His first initiation into the study of the law took place under the auspices of an eminent attorney named Salkeld, who had been agent for his father, and was prevailed upon to take the son into his office upon very easy terms. The coincidence of names afterwards occasioned the report that he had for his instructer serjeant Salkeld. This is an error; but if we are to judge of a system of education by the fruits it produces, we may safely assert that it would have been impossible for him to have been more advantageously situated for acquiring a knowledge of his profession than in the office of Mr. Salkeld the attorney, since we know that in that very office, and nearly about the same time, were Jocelyn, afterwards lord chancellor of Ireland; Parker, who became chief baron of the exchequer; and Strange, who died master of the rolls.
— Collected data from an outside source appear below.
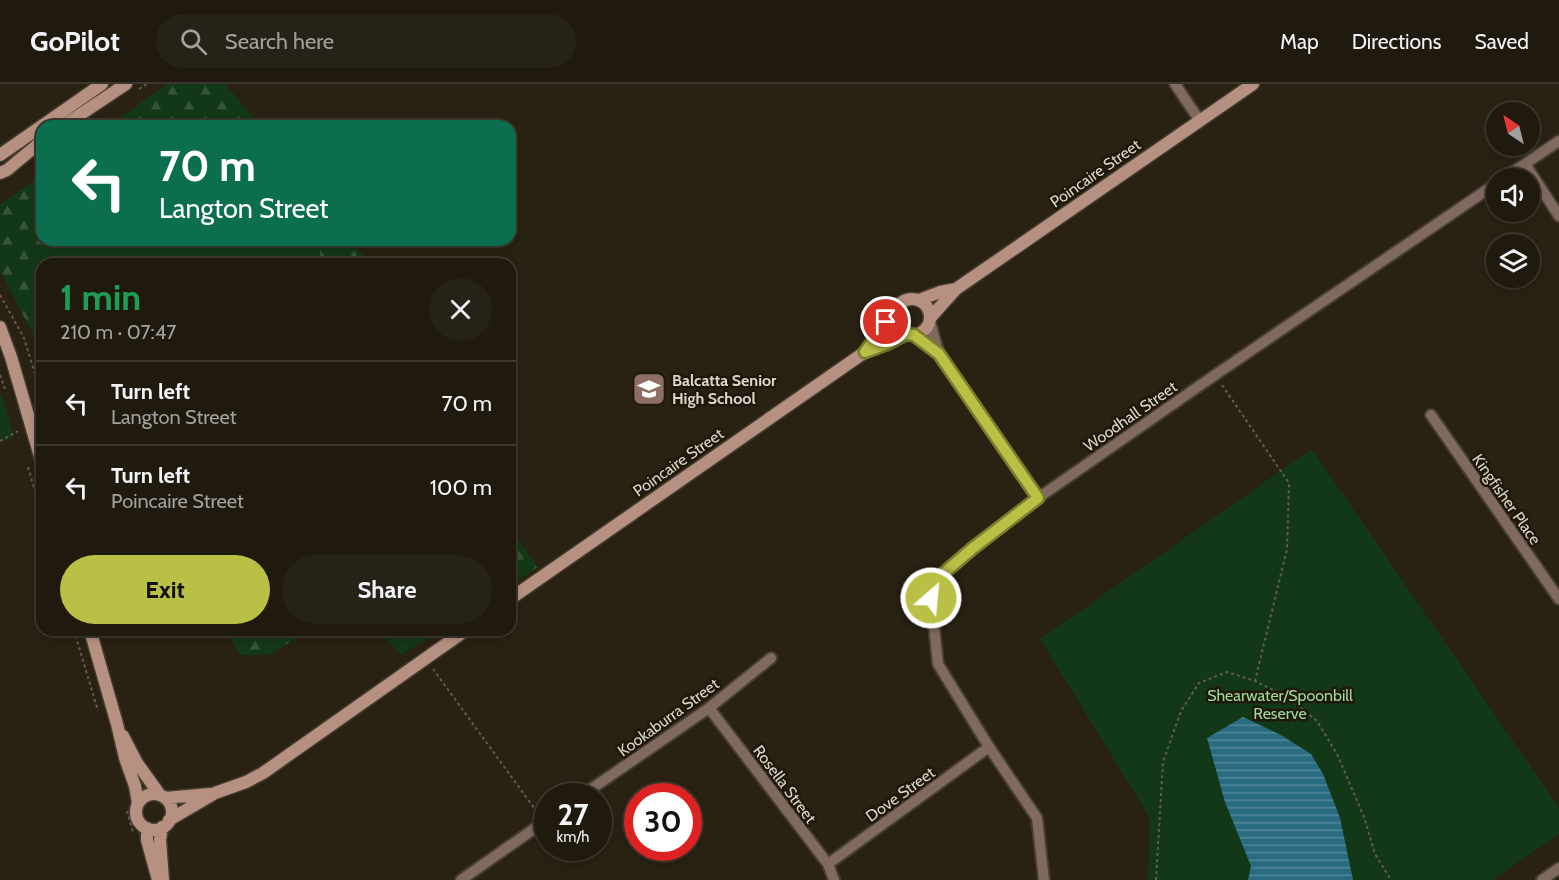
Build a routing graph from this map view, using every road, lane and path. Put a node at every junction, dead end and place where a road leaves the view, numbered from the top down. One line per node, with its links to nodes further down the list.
1 (102, 84): 5 (street)
2 (126, 84): 6 (street)
3 (1175, 84): 7 (street)
4 (1253, 84): 7 (street, Poincaire Street)
5 (50, 120)
6 (72, 120)
7 (1200, 121): 17 (street, Poincaire Street)
8 (36, 130): 11 (street)
9 (1559, 141): 12 (street)
10 (36, 146): 14 (street)
11 (0, 155)
12 (1525, 164): 13 (street); 16 (street)
13 (1519, 168)
14 (0, 173)
15 (1486, 190): 27 (street, Woodhall Street)
16 (1559, 216)
17 (956, 289): 19 (street, Poincaire Street); 21 (street, Poincaire Street)
18 (0, 295): 28 (path)
19 (919, 300): 20 (street); 21 (street)
20 (894, 311): 23 (street); 24 (street, Poincaire Street)
21 (930, 320): 23 (street); 25 (street)
22 (0, 327): 33 (street)
23 (910, 335): 24 (street, Poincaire Street); 25 (street)
24 (865, 352): 35 (street, Poincaire Street)
25 (939, 354): 34 (street)
26 (0, 375): 29 (path)
27 (1215, 375): 34 (street, Woodhall Street); 41 (path)
28 (36, 377)
29 (7, 394)
30 (1431, 415): 36 (street, Kingfisher Place)
31 (18, 431): 32 (path)
32 (0, 441)
33 (36, 442)
34 (1038, 498): 44 (street, Woodhall Street)
35 (516, 595)
36 (1559, 599)
37 (92, 636): 43 (street)
38 (457, 636): 39 (street)
39 (425, 658): 46 (street); 49 (path)
40 (771, 658): 42 (street, Kookaburra Street)
41 (1255, 681): 60 (path); 61 (path)
42 (709, 708): 45 (street, Kookaburra Street); 53 (street, Rosella Street)
43 (117, 724): 47 (street); 48 (street)
44 (989, 747): 53 (street, Dove Street); 59 (street, Woodhall Street)
45 (600, 783)
46 (215, 793): 47 (street); 50 (street)
47 (162, 796): 48 (street); 50 (street)
48 (138, 803): 51 (street)
49 (534, 805)
50 (165, 824): 51 (street); 56 (street)
51 (147, 828): 55 (street)
52 (534, 829): 57 (street)
53 (828, 864): 58 (street, Rosella Street)
54 (1559, 868): 62 (street)
55 (158, 880)
56 (164, 880)
57 (461, 880)
58 (834, 880)
59 (1044, 880)
60 (1156, 880)
61 (1391, 880)
62 (1542, 880)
Among such fellow-students as these, it was likely that there would be severe and arduous competition and it is no trifling testimony in favor of the zeal, the assiduity, and the talent of Yorke, that he recommended himself to the favor and esteem of a man who must have been in the habit of witnessing a constant and unremitting display of all these qualities. So steady, however, was his perseverance in study, and so rapid his progress in the knowledge of the law, that Mr. Salkeld did not fail to distinguish him; and with a view of procuring him a wider

field for the future exercise of his abilities, he caused him to be entered of the Middle Temple as a preparatory step towards the bar. The date of his admission, in the books of the society, is 25th November, 1708; he being then in the eighteenth year of his age.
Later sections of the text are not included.